Fave usi in cucina e ricettte

Un’insalata di fave, grano saraceno e pomodori secchi testimonia
la versatilità di questi legumi.

Le fave in cucina

Quando acquistate il prodotto fresco scegliete baccelli grandi e robusti, privi di macchie o area rovinate. Le fave vanno sgranate a mano, un processo laborioso, e una volta pulite sarà possibile asportare l’escrescenza che copre il seme e quindi tutta la cuticola esterna, operazione consigliata quando il prodotto non sia fresco di giornata; è infatti la cuticola a dare al seme il sapore amarognolo. La cuticola può essere eliminata con facilità anche scottando le fave in acqua bollente e immergendole quindi in acqua fresca, oppure tenendo le fave fresche in ammollo per 12-24 ore, cambiando l’acqua due o tre volte, procedura che elimina anche saponine, fitati e altri anti-nutrienti presenti nei semi.
Baccelli e  fave fresche possono essere conservati per qualche giorno in frigorifero. Le fave fresche sgranate possono essere sbollentite e congelate.

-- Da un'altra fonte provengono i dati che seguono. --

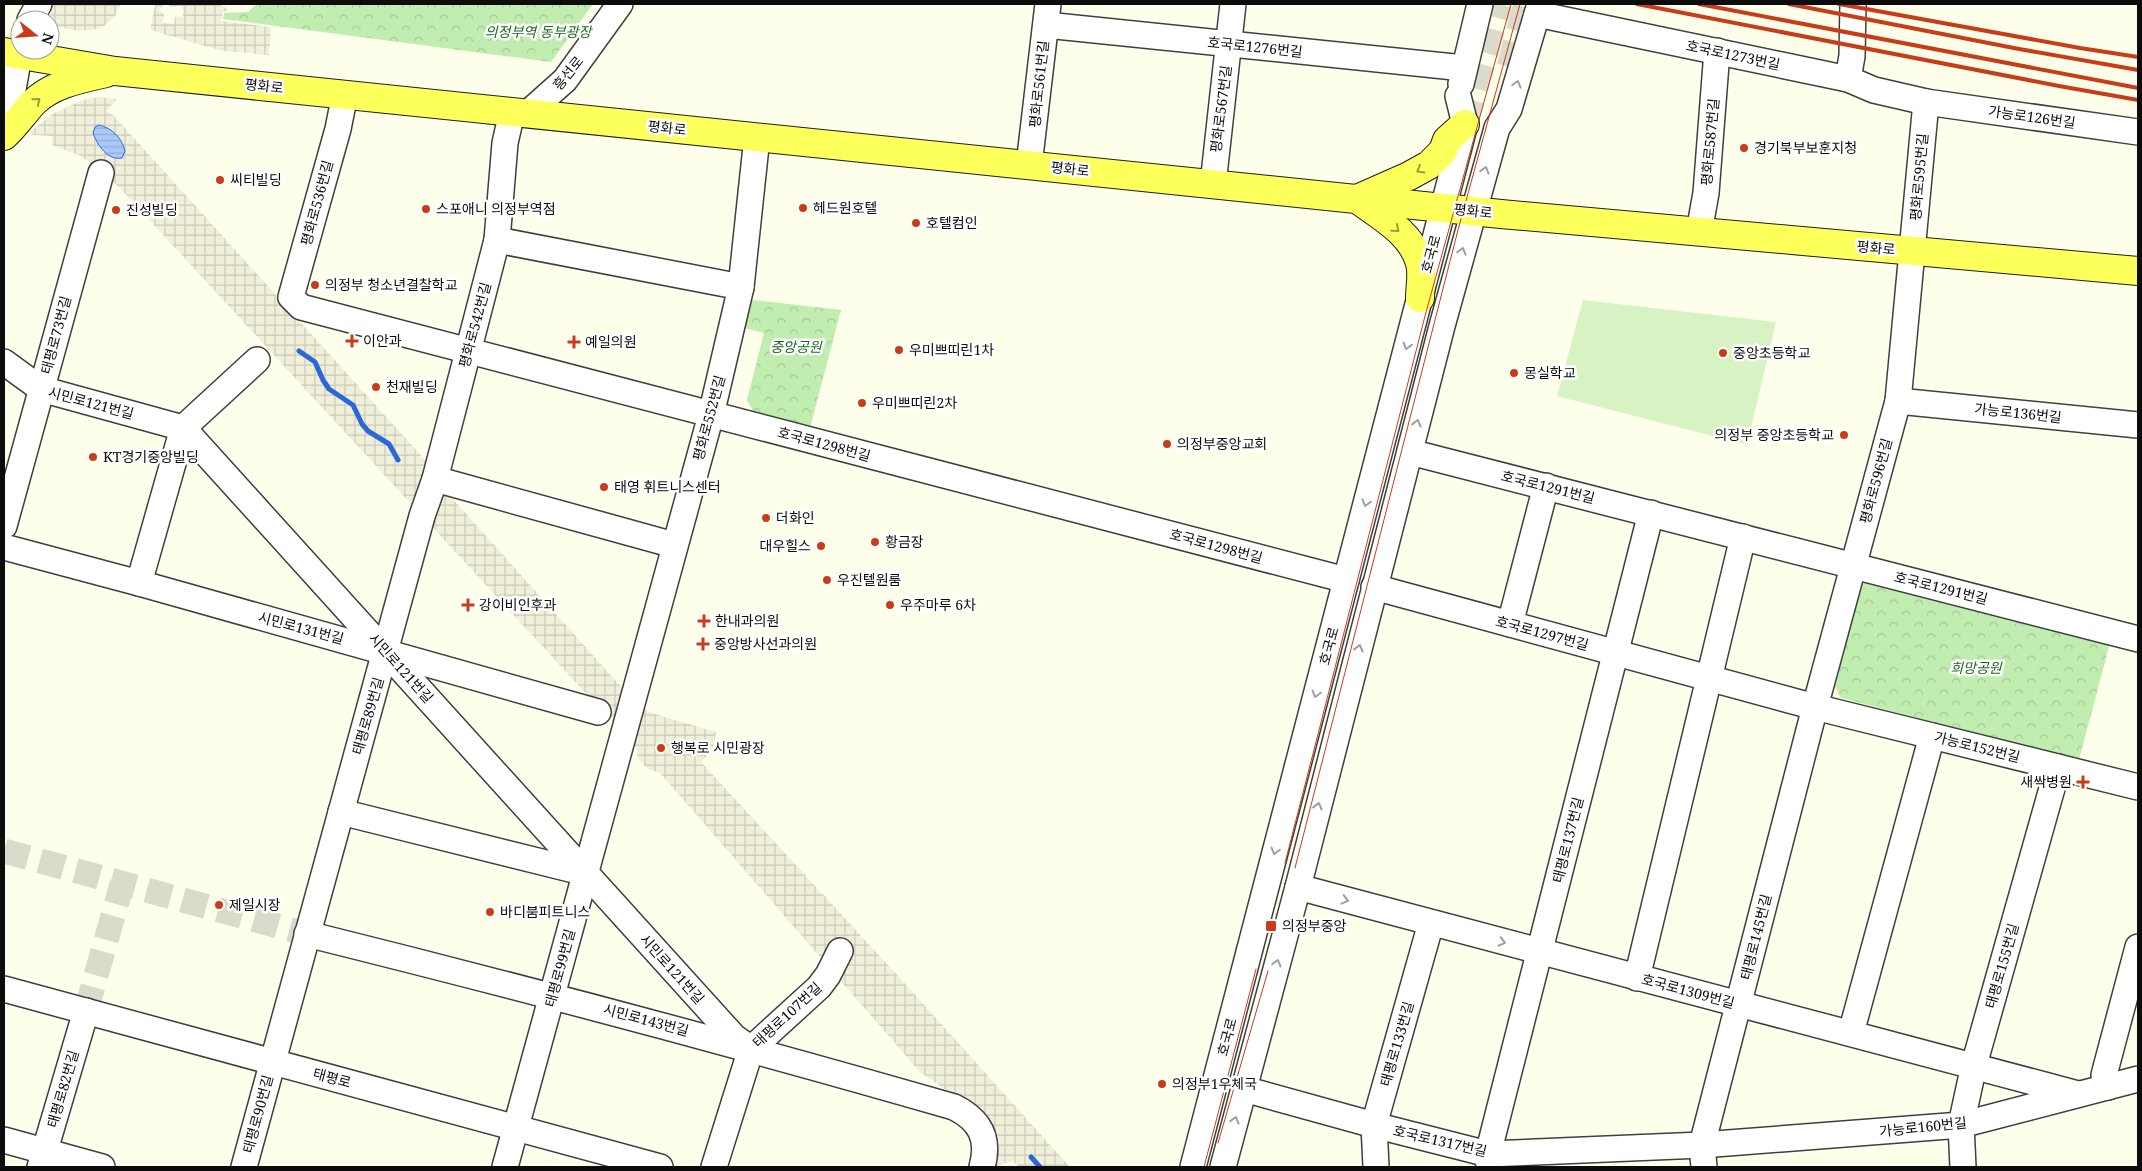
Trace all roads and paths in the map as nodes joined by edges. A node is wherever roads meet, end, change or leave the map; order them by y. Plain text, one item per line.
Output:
1 (620, 4) edge
2 (1234, 4) edge
3 (1480, 4) edge
4 (1853, 4) edge
5 (1539, 9) edge
6 (1047, 14) edge
7 (1229, 44) junction
8 (1718, 51) junction
9 (14, 60) edge
10 (57, 60) edge
11 (1464, 68) junction
12 (115, 71) junction
13 (1848, 79) junction
14 (345, 94) junction
15 (1926, 102) junction
16 (520, 113) junction
17 (4, 123) edge
18 (1456, 132) junction
19 (2138, 132) edge
20 (4, 136) edge
21 (757, 137) junction
22 (1029, 165) junction
23 (101, 173) dead end
24 (1213, 184) junction
25 (1357, 199) junction
26 (1443, 208) junction
27 (1474, 211) junction
28 (1699, 232) junction
29 (497, 240) junction
30 (1912, 251) junction
31 (2138, 272) edge
32 (741, 287) junction
33 (1420, 298) junction
34 (301, 307) joint
35 (468, 351) junction
36 (257, 360) dead end
37 (4, 362) edge
38 (41, 389) junction
39 (1898, 401) junction
40 (711, 415) junction
41 (2138, 425) edge
42 (183, 428) junction
43 (1410, 452) junction
44 (435, 479) junction
45 (1546, 486) junction
46 (1651, 513) junction
47 (4, 526) edge
48 (418, 534) joint
49 (1743, 537) junction
50 (674, 545) junction
51 (4, 547) edge
52 (1853, 566) junction
53 (1346, 580) junction
54 (139, 582) junction
55 (1374, 587) junction
56 (1510, 624) junction
57 (2138, 639) edge
58 (386, 652) junction
59 (1615, 653) junction
60 (1709, 678) junction
61 (1815, 707) junction
62 (598, 712) dead end
63 (627, 722) joint
64 (1932, 736) junction
65 (2058, 767) junction
66 (2138, 787) edge
67 (342, 812) junction
68 (586, 873) junction
69 (1298, 887) junction
70 (1431, 923) junction
71 (308, 934) junction
72 (2138, 947) edge
73 (840, 951) dead end
74 (1539, 952) junction
75 (1637, 978) junction
76 (4, 989) edge
77 (552, 995) junction
78 (1738, 1004) junction
79 (86, 1011) junction
80 (1851, 1033) junction
81 (751, 1049) junction
82 (272, 1062) junction
83 (1974, 1065) junction
84 (2138, 1079) edge
85 (2108, 1087) junction
86 (1244, 1089) junction
87 (2078, 1094) junction
88 (1374, 1125) junction
89 (1961, 1125) junction
90 (516, 1128) junction
91 (4, 1140) edge
92 (1703, 1156) edge
93 (42, 1160) edge
94 (1489, 1160) edge
95 (102, 1167) edge
96 (244, 1167) edge
97 (505, 1167) edge
98 (660, 1167) edge
99 (714, 1167) edge
100 (982, 1167) edge
101 (1193, 1167) edge
102 (1223, 1167) edge
103 (1376, 1167) edge
104 (1963, 1167) edge

1 - 16 street, 흥선로
2 - 7 street, 평화로567번길
3 - 11 street
4 - 13 street
5 - 8 street, 호국로1273번길
27 -> 5 street
6 - 7 street, 호국로1276번길
6 - 22 street, 평화로561번길
7 - 11 street, 호국로1276번길
7 - 24 street, 평화로567번길
8 - 13 street, 호국로1273번길
8 - 28 street, 평화로587번길
9 - 17 street
10 - 12 main road, 평화로
11 - 18 street
12 - 14 main road, 평화로
20 -> 12 main road
13 - 15 street, 호국로1273번길
14 - 16 main road, 평화로
14 - 34 street, 평화로536번길
15 - 19 street, 가능로126번길
15 - 30 street, 평화로595번길
16 - 21 main road, 평화로
16 - 29 street, 평화로542번길
18 -> 25 main road
18 - 26 street, 호국로
21 - 22 main road, 평화로
21 - 32 street, 평화로552번길
22 - 24 main road, 평화로
23 - 38 street, 태평로73번길
24 - 25 main road, 평화로
25 - 26 main road, 평화로
25 -> 33 main road
26 - 27 main road, 평화로
26 - 33 street, 호국로
27 - 28 main road, 평화로
43 -> 27 street
28 - 30 main road, 평화로
29 - 32 street
29 - 35 street, 평화로542번길
30 - 31 main road, 평화로
30 - 39 street, 평화로596번길
32 - 40 street, 평화로552번길
33 -> 53 street, 호국로
34 - 35 street, 호국로1298번길
35 - 40 street, 호국로1298번길
35 - 44 street, 평화로542번길
36 - 42 street
37 - 38 street, 시민로121번길
38 - 42 street, 시민로121번길
38 - 47 street, 태평로73번길
39 - 41 street, 가능로136번길
39 - 52 street, 평화로596번길
40 - 50 street, 평화로552번길
40 - 53 street, 호국로1298번길
42 - 54 street
42 - 58 street, 시민로121번길
43 - 45 street, 호국로1291번길
43 - 55 street
44 - 48 street, 평화로542번길
44 - 50 street
45 - 46 street, 호국로1291번길
45 - 56 street
46 - 49 street, 호국로1291번길
46 - 59 street, 태평로137번길
48 - 58 street, 태평로89번길
49 - 52 street, 호국로1291번길
49 - 60 street
50 - 63 street, 평화로552번길
51 - 54 street, 시민로131번길
52 - 57 street, 호국로1291번길
52 - 61 street, 평화로596번길
53 -> 101 street, 호국로
54 - 58 street, 시민로131번길
55 - 56 street, 호국로1297번길
69 -> 55 street
56 - 59 street, 호국로1297번길
58 - 62 street, 시민로131번길
58 - 67 street, 태평로89번길
58 - 68 street, 시민로121번길
59 - 60 street, 호국로1297번길
59 - 74 street, 태평로137번길
60 - 61 street, 호국로1297번길
60 - 75 street
61 - 64 street, 가능로152번길
61 - 78 street, 태평로145번길
63 - 68 street, 태평로99번길
64 - 65 street, 가능로152번길
64 - 80 street
65 - 66 street, 가능로152번길
65 - 83 street, 태평로155번길
67 - 68 street
67 - 71 street, 태평로89번길
68 - 77 street, 태평로99번길
68 - 81 street, 시민로121번길
69 -> 70 street, 호국로1309번길
86 -> 69 street
70 -> 74 street, 호국로1309번길
70 - 88 street, 태평로133번길
71 - 77 street, 시민로143번길
71 - 82 street, 태평로89번길
72 - 85 street
73 - 81 street, 태평로107번길
74 - 75 street, 호국로1309번길
74 - 94 street, 태평로137번길
75 - 78 street, 호국로1309번길
76 - 79 street, 태평로
77 - 81 street, 시민로143번길
77 - 90 street, 태평로99번길
78 - 80 street, 호국로1309번길
78 - 92 street, 태평로145번길
79 - 82 street, 태평로
79 - 93 street, 태평로82번길
80 - 83 street, 호국로1309번길
81 - 99 street, 태평로107번길
81 - 100 street, 시민로143번길
82 - 90 street, 태평로
82 - 96 street, 태평로90번길
83 - 87 street, 호국로1309번길
83 - 89 street, 태평로155번길
84 - 85 street, 가능로160번길
85 - 87 street, 가능로160번길
86 - 88 street, 호국로1317번길
102 -> 86 street
87 - 89 street, 가능로160번길
88 - 94 street, 호국로1317번길
88 - 103 street, 태평로133번길
89 - 92 street, 가능로160번길
89 - 104 street, 태평로155번길
90 - 97 street, 태평로99번길
90 - 98 street, 태평로
91 - 93 street
92 - 94 street, 호국로1317번길
93 - 95 street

Le fave secche si trovano in commercio con la buccia oppure decorticate. Nel primo caso prima di cucinarle vanno tenute in ammollo per 12-16 ore, mentre per le fave decorticate sarà sufficiente un ammollo di una decina di ore. Le fave secche possono essere conservate molto a lungo, in un luogo fresco ed asciutto.

Le fave fresche possono essere consumate crude o cotte. Crude e con la cuticole hanno un sapore astringente e amarognolo, dovuto alla presenza di saponine e tannini, che ben si sposa ai formaggi, in particolar modo il pecorino romano,  e all’olio d’oliva:  probabilmente il modo più semplice ma nello stesso tempo stuzzicante e gustoso di consumare questi legumi. La pellicina può essere asportata con facilità per lasciar emergere il gusto dolce  e farinoso del seme. Le fave crude oltre che col formaggio sono ottime anche per preparare insalate miste, leggerissime con verdure o più sostanziose con formaggi e pancetta o magari tonno e uova sode, come avviene nell’insalata nizzarda.

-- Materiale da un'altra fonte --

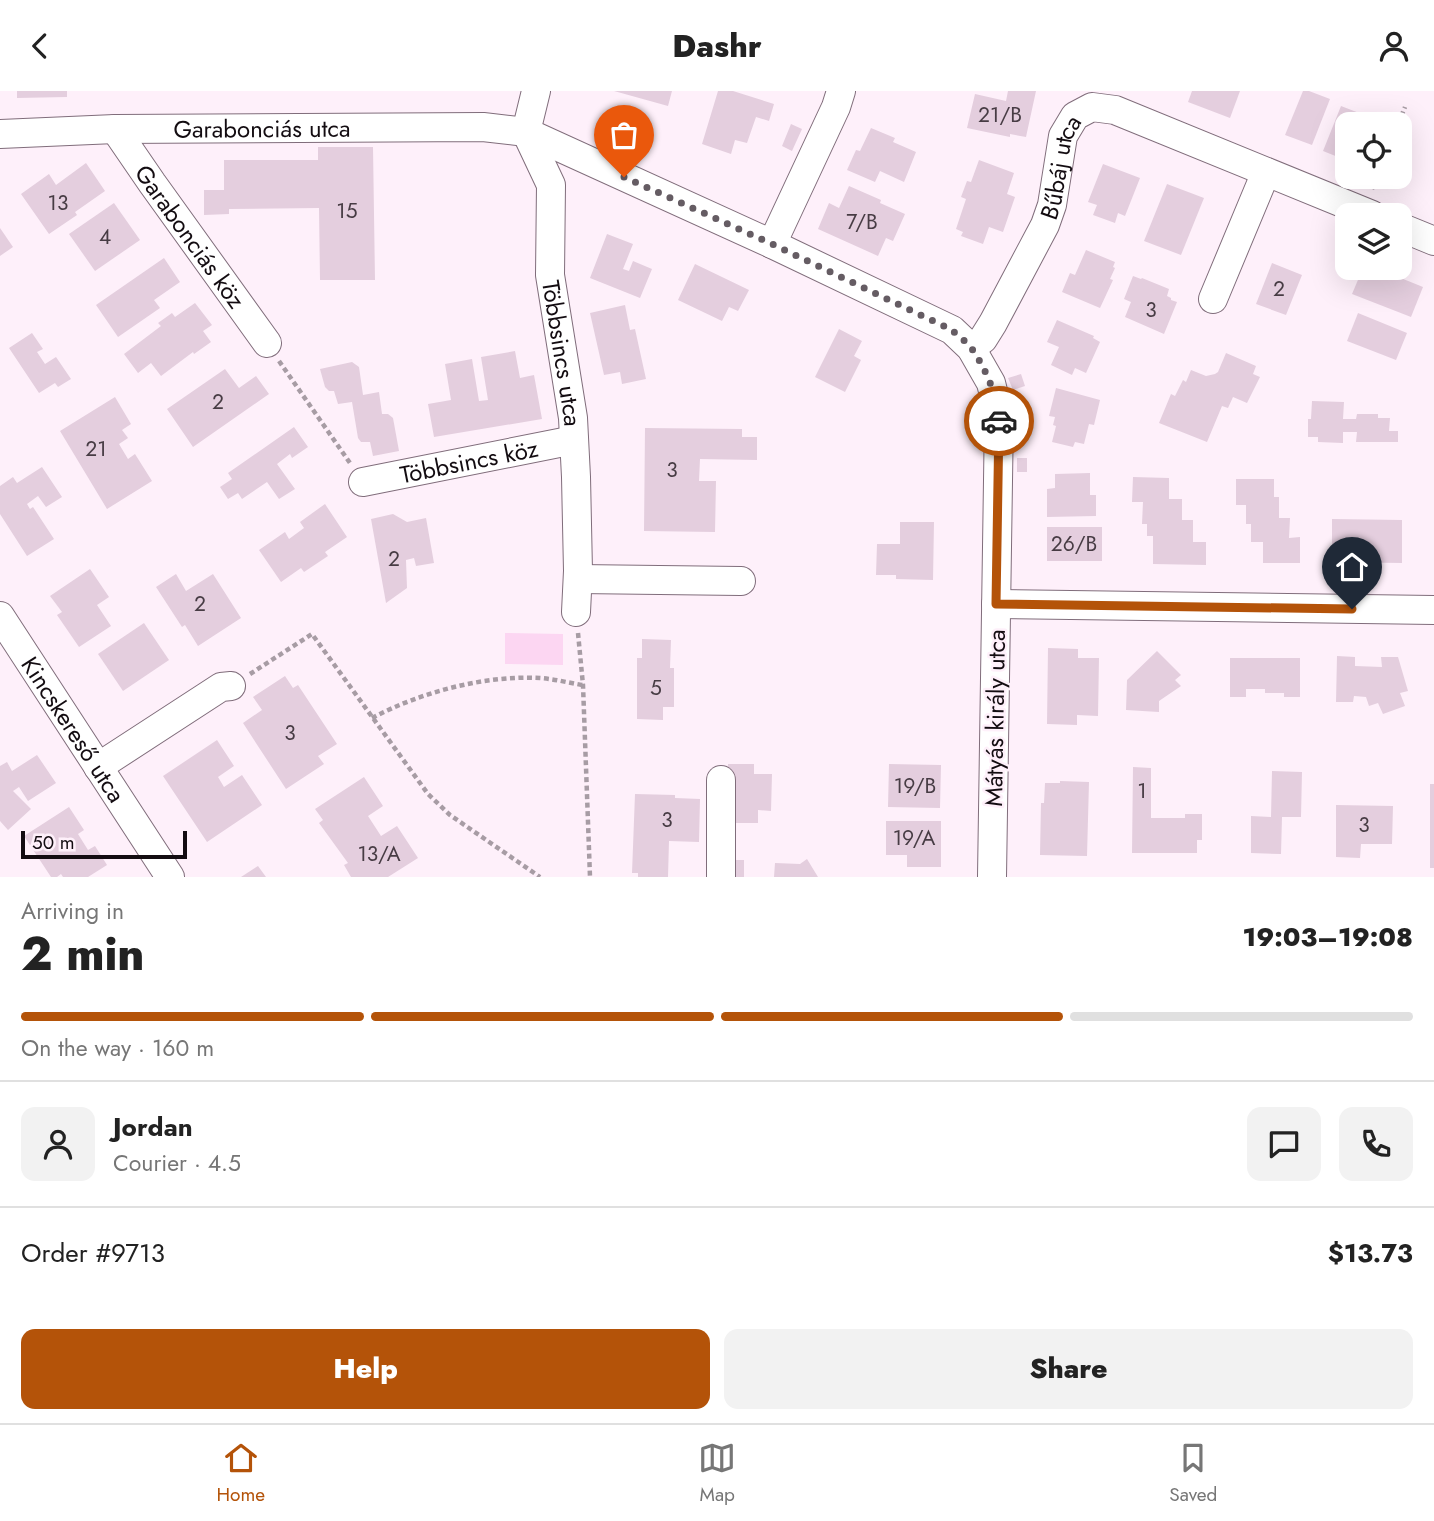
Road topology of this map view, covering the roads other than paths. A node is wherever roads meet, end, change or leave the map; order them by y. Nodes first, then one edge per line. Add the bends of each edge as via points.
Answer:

Le fave fresche possono esser cotte in meno di venti minuti e sono ottime per la preparazione di primi piatti, sia con riso che con pasta: anche qui l’abbinamento ideale è con il pecorino e un pizzico di menta, con interessanti soluzioni a base di seppie, senza disdegnare il più classico utilizzo del guanciale. Ottime anche le frittate con fave, accompagnate magari da piselli o altre verdure. Ovviamente le fave ben si prestano alla preparazione di purea, che poi può essere ingrediente per preparare polpette, creme o addirittura sughi. I falafel sono deliziose polpette speziate tipiche del medio oriente, a base di fave e altri legumi.Come alternativa alla carne le fave possono essere la base di sostanziosi piatti, saltate in padella con del pomodoro o stufate con ingredienti più o meno saporiti. La fabada è un piatto tipico spagnolo in cui le fave  sono preparate in umido con salsicce, maiale e cavolo.

Le fave secche vanno cotte, con tempi lunghi oltre le due ore e possono essere utilizzate per preparare stufati e zuppe. Un piatto tipico siciliano è il macco, una zuppa in cui le fave sono cotte e schiacciate con l’aggiunta di verdure e aromi, in genere finocchietto selvatico, e abbondante olio d’oliva. Ingredienti molto semplici per un piatto che si dice risalga ai tempi dei romani. Quod erat demonstrandum, i legumi dell’impero.

Fave, uso in cucina e preparazione, macco

Si dice che risalga ai tempi dei romani, il Macco, una zuppa di fave secche tipica della Sicilia. magari l’ha inventato Quinto Fabio Massimo mentre temporeggiava.